• _EXTRACTED DATA_:
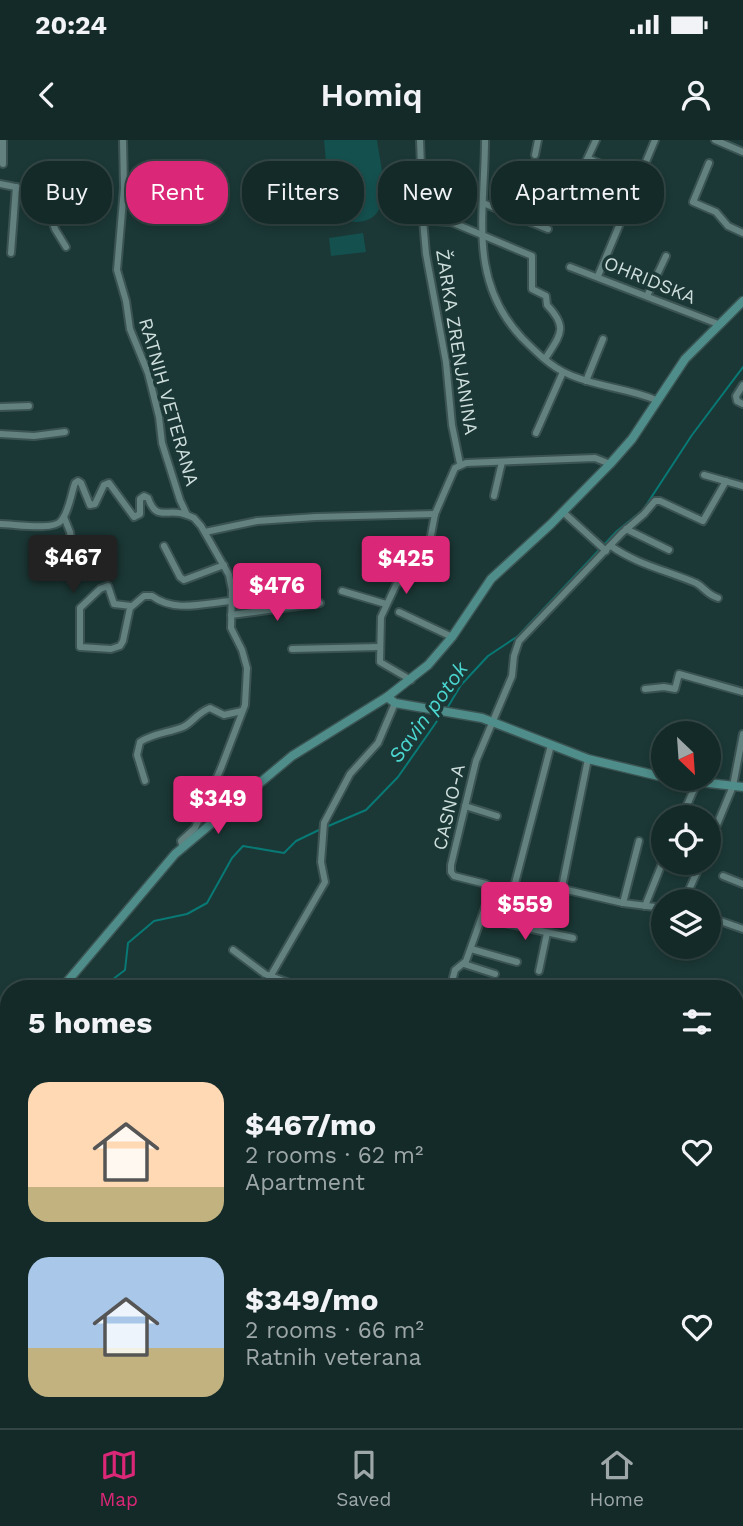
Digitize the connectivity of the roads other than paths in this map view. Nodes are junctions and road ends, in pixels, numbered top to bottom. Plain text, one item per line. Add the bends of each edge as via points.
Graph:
1 (3, 140) edge
2 (123, 140) edge
3 (420, 140) edge
4 (485, 140) edge
5 (538, 140) edge
6 (596, 140) edge
7 (654, 140) edge
8 (715, 140) edge
9 (743, 152) edge
10 (535, 155) dead end
11 (589, 159) joint
12 (421, 161) edge
13 (594, 161) edge
14 (647, 161) edge
15 (709, 163) dead end
16 (3, 164) dead end
17 (0, 184) edge
18 (16, 187) junction
19 (483, 203) junction
20 (424, 224) edge
21 (454, 224) edge
22 (621, 224) edge
23 (548, 229) dead end
24 (743, 233) edge
25 (482, 234) junction
26 (66, 247) dead end
27 (11, 253) dead end
28 (666, 256) dead end
29 (570, 267) dead end
30 (598, 276) junction
31 (647, 296) junction
32 (743, 301) edge
33 (718, 324) junction
34 (603, 339) dead end
35 (545, 359) junction
36 (563, 372) junction
37 (586, 381) junction
38 (743, 385) edge
39 (656, 400) junction
40 (743, 404) edge
41 (30, 406) dead end
42 (0, 407) edge
43 (65, 432) dead end
44 (536, 433) dead end
45 (0, 435) edge
46 (502, 461) junction
47 (460, 464) junction
48 (610, 464) junction
49 (704, 475) dead end
50 (726, 481) junction
51 (743, 486) edge
52 (494, 496) dead end
53 (563, 512) junction
54 (435, 513) junction
55 (187, 515) junction
56 (64, 517) junction
57 (0, 524) edge
58 (626, 529) junction
59 (205, 532) junction
60 (164, 546) dead end
61 (605, 548) junction
62 (668, 550) dead end
63 (73, 554) dead end
64 (224, 565) junction
65 (342, 591) dead end
66 (718, 598) dead end
67 (231, 601) junction
68 (320, 603) dead end
69 (386, 604) junction
70 (131, 606) junction
71 (399, 612) dead end
72 (231, 615) junction
73 (452, 637) junction
74 (379, 647) junction
75 (292, 649) dead end
76 (411, 680) junction
77 (645, 689) dead end
78 (743, 692) edge
79 (387, 697) junction
80 (395, 704) junction
81 (242, 711) junction
82 (491, 720) junction
83 (743, 734) edge
84 (551, 746) junction
85 (587, 759) junction
86 (740, 764) edge
87 (651, 774) edge
88 (145, 781) dead end
89 (721, 785) edge
90 (733, 786) junction
91 (743, 787) edge
92 (465, 806) junction
93 (721, 815) edge
94 (497, 817) dead end
95 (639, 841) dead end
96 (183, 848) junction
97 (657, 875) edge
98 (723, 876) dead end
99 (743, 884) edge
100 (514, 887) dead end
101 (623, 903) junction
102 (645, 906) junction
103 (651, 907) edge
104 (482, 918) junction
105 (721, 921) edge
106 (743, 929) edge
107 (547, 933) junction
108 (573, 938) dead end
109 (471, 949) junction
110 (233, 950) dead end
111 (517, 962) dead end
112 (464, 964) junction
113 (539, 971) dead end
114 (495, 974) dead end
115 (270, 975) junction
116 (68, 980) edge
117 (268, 980) edge
118 (282, 980) edge
119 (452, 980) edge
120 (303, 1428) edge
121 (312, 1428) edge

1 - 16 street
2 - 55 street, RATNIH VETERANA via 117,270 130,329 150,381 162,443
3 - 12 street, ŽARKA ZRENJANINA
4 - 19 street
5 - 10 street
6 - 11 street
7 - 14 street
8 - 9 street
11 - 13 street
15 - 24 street via 693,202 716,212 728,226
17 - 18 street
18 - 26 street via 44,195
18 - 27 street
19 - 23 street
19 - 25 street
20 - 47 street, ŽARKA ZRENJANINA
21 - 25 street
22 - 30 street
25 - 35 street via 495,300 511,326
25 - 35 street via 532,257 532,289 546,296 547,305 561,322 559,337
28 - 31 street
29 - 30 street, OHRIDSKA
30 - 31 street, OHRIDSKA
31 - 33 street, OHRIDSKA
32 - 33 street
33 - 39 street
34 - 37 street
35 - 36 street
36 - 37 street
36 - 44 street
37 - 39 street
38 - 40 street via 736,396
39 - 48 street
41 - 42 street
43 - 45 street
46 - 47 street
46 - 48 street via 595,458
46 - 52 street
47 - 54 street
48 - 53 street
49 - 50 street
50 - 51 street
50 - 58 street, CASNO-A via 704,520 658,500
53 - 61 street
53 - 73 street via 491,579
54 - 59 street via 304,518
54 - 69 street via 429,546
55 - 56 street via 156,512 144,495 141,514 134,517 109,483 90,505 78,481
55 - 59 street, RATNIH VETERANA
56 - 57 street via 48,528
56 - 63 street
58 - 61 street, CASNO-A
58 - 62 street
59 - 64 street, RATNIH VETERANA
60 - 64 street via 184,580
61 - 66 street via 698,584
61 - 82 street, CASNO-A via 519,641 513,672
64 - 67 street, RATNIH VETERANA
65 - 69 street
67 - 70 street via 178,607 147,595
67 - 72 street, RATNIH VETERANA
68 - 72 street
69 - 74 street via 379,623
70 - 70 street via 120,646 80,647 80,608 100,589 108,586 114,604
71 - 73 street
72 - 81 street, RATNIH VETERANA via 231,628 247,668
73 - 76 street
74 - 75 street
74 - 76 street via 380,662
76 - 79 street
77 - 78 street via 675,689 679,674
79 - 80 street
79 - 96 street via 292,756
80 - 82 street
80 - 115 street via 378,743 350,775 324,826 321,862 325,881
81 - 88 street via 222,714 210,708 185,726 140,742 138,765
81 - 96 street, RATNIH VETERANA via 195,828 181,841
82 - 84 street
82 - 92 street, CASNO-A
83 - 86 street
84 - 85 street
84 - 100 street
85 - 87 street
85 - 101 street via 562,887
86 - 90 street
89 - 90 street
90 - 91 street
90 - 93 street
92 - 94 street
92 - 104 street, CASNO-A via 450,869 457,878 489,886
95 - 101 street
96 - 116 street
97 - 102 street
98 - 99 street
101 - 102 street
102 - 103 street
104 - 107 street
104 - 109 street, CASNO-A
105 - 106 street
107 - 108 street
107 - 113 street
109 - 111 street
109 - 112 street, CASNO-A
110 - 115 street
112 - 114 street
112 - 119 street, CASNO-A via 455,970
115 - 117 street
115 - 118 street
120 - 121 street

• _PROMPT_:
Print the material again, unchanged, without its pictures.

• _RESULT OF THIS TASK_:
Digitize the connectivity of the roads other than paths in this map view. Nodes are junctions and road ends, in pixels, numbered top to bottom. Plain text, one item per line. Add the bends of each edge as via points.
Graph:
1 (3, 140) edge
2 (123, 140) edge
3 (420, 140) edge
4 (485, 140) edge
5 (538, 140) edge
6 (596, 140) edge
7 (654, 140) edge
8 (715, 140) edge
9 (743, 152) edge
10 (535, 155) dead end
11 (589, 159) joint
12 (421, 161) edge
13 (594, 161) edge
14 (647, 161) edge
15 (709, 163) dead end
16 (3, 164) dead end
17 (0, 184) edge
18 (16, 187) junction
19 (483, 203) junction
20 (424, 224) edge
21 (454, 224) edge
22 (621, 224) edge
23 (548, 229) dead end
24 (743, 233) edge
25 (482, 234) junction
26 (66, 247) dead end
27 (11, 253) dead end
28 (666, 256) dead end
29 (570, 267) dead end
30 (598, 276) junction
31 (647, 296) junction
32 (743, 301) edge
33 (718, 324) junction
34 (603, 339) dead end
35 (545, 359) junction
36 (563, 372) junction
37 (586, 381) junction
38 (743, 385) edge
39 (656, 400) junction
40 (743, 404) edge
41 (30, 406) dead end
42 (0, 407) edge
43 (65, 432) dead end
44 (536, 433) dead end
45 (0, 435) edge
46 (502, 461) junction
47 (460, 464) junction
48 (610, 464) junction
49 (704, 475) dead end
50 (726, 481) junction
51 (743, 486) edge
52 (494, 496) dead end
53 (563, 512) junction
54 (435, 513) junction
55 (187, 515) junction
56 (64, 517) junction
57 (0, 524) edge
58 (626, 529) junction
59 (205, 532) junction
60 (164, 546) dead end
61 (605, 548) junction
62 (668, 550) dead end
63 (73, 554) dead end
64 (224, 565) junction
65 (342, 591) dead end
66 (718, 598) dead end
67 (231, 601) junction
68 (320, 603) dead end
69 (386, 604) junction
70 (131, 606) junction
71 (399, 612) dead end
72 (231, 615) junction
73 (452, 637) junction
74 (379, 647) junction
75 (292, 649) dead end
76 (411, 680) junction
77 (645, 689) dead end
78 (743, 692) edge
79 (387, 697) junction
80 (395, 704) junction
81 (242, 711) junction
82 (491, 720) junction
83 (743, 734) edge
84 (551, 746) junction
85 (587, 759) junction
86 (740, 764) edge
87 (651, 774) edge
88 (145, 781) dead end
89 (721, 785) edge
90 (733, 786) junction
91 (743, 787) edge
92 (465, 806) junction
93 (721, 815) edge
94 (497, 817) dead end
95 (639, 841) dead end
96 (183, 848) junction
97 (657, 875) edge
98 (723, 876) dead end
99 (743, 884) edge
100 (514, 887) dead end
101 (623, 903) junction
102 (645, 906) junction
103 (651, 907) edge
104 (482, 918) junction
105 (721, 921) edge
106 (743, 929) edge
107 (547, 933) junction
108 (573, 938) dead end
109 (471, 949) junction
110 (233, 950) dead end
111 (517, 962) dead end
112 (464, 964) junction
113 (539, 971) dead end
114 (495, 974) dead end
115 (270, 975) junction
116 (68, 980) edge
117 (268, 980) edge
118 (282, 980) edge
119 (452, 980) edge
120 (303, 1428) edge
121 (312, 1428) edge

1 - 16 street
2 - 55 street, RATNIH VETERANA via 117,270 130,329 150,381 162,443
3 - 12 street, ŽARKA ZRENJANINA
4 - 19 street
5 - 10 street
6 - 11 street
7 - 14 street
8 - 9 street
11 - 13 street
15 - 24 street via 693,202 716,212 728,226
17 - 18 street
18 - 26 street via 44,195
18 - 27 street
19 - 23 street
19 - 25 street
20 - 47 street, ŽARKA ZRENJANINA
21 - 25 street
22 - 30 street
25 - 35 street via 495,300 511,326
25 - 35 street via 532,257 532,289 546,296 547,305 561,322 559,337
28 - 31 street
29 - 30 street, OHRIDSKA
30 - 31 street, OHRIDSKA
31 - 33 street, OHRIDSKA
32 - 33 street
33 - 39 street
34 - 37 street
35 - 36 street
36 - 37 street
36 - 44 street
37 - 39 street
38 - 40 street via 736,396
39 - 48 street
41 - 42 street
43 - 45 street
46 - 47 street
46 - 48 street via 595,458
46 - 52 street
47 - 54 street
48 - 53 street
49 - 50 street
50 - 51 street
50 - 58 street, CASNO-A via 704,520 658,500
53 - 61 street
53 - 73 street via 491,579
54 - 59 street via 304,518
54 - 69 street via 429,546
55 - 56 street via 156,512 144,495 141,514 134,517 109,483 90,505 78,481
55 - 59 street, RATNIH VETERANA
56 - 57 street via 48,528
56 - 63 street
58 - 61 street, CASNO-A
58 - 62 street
59 - 64 street, RATNIH VETERANA
60 - 64 street via 184,580
61 - 66 street via 698,584
61 - 82 street, CASNO-A via 519,641 513,672
64 - 67 street, RATNIH VETERANA
65 - 69 street
67 - 70 street via 178,607 147,595
67 - 72 street, RATNIH VETERANA
68 - 72 street
69 - 74 street via 379,623
70 - 70 street via 120,646 80,647 80,608 100,589 108,586 114,604
71 - 73 street
72 - 81 street, RATNIH VETERANA via 231,628 247,668
73 - 76 street
74 - 75 street
74 - 76 street via 380,662
76 - 79 street
77 - 78 street via 675,689 679,674
79 - 80 street
79 - 96 street via 292,756
80 - 82 street
80 - 115 street via 378,743 350,775 324,826 321,862 325,881
81 - 88 street via 222,714 210,708 185,726 140,742 138,765
81 - 96 street, RATNIH VETERANA via 195,828 181,841
82 - 84 street
82 - 92 street, CASNO-A
83 - 86 street
84 - 85 street
84 - 100 street
85 - 87 street
85 - 101 street via 562,887
86 - 90 street
89 - 90 street
90 - 91 street
90 - 93 street
92 - 94 street
92 - 104 street, CASNO-A via 450,869 457,878 489,886
95 - 101 street
96 - 116 street
97 - 102 street
98 - 99 street
101 - 102 street
102 - 103 street
104 - 107 street
104 - 109 street, CASNO-A
105 - 106 street
107 - 108 street
107 - 113 street
109 - 111 street
109 - 112 street, CASNO-A
110 - 115 street
112 - 114 street
112 - 119 street, CASNO-A via 455,970
115 - 117 street
115 - 118 street
120 - 121 street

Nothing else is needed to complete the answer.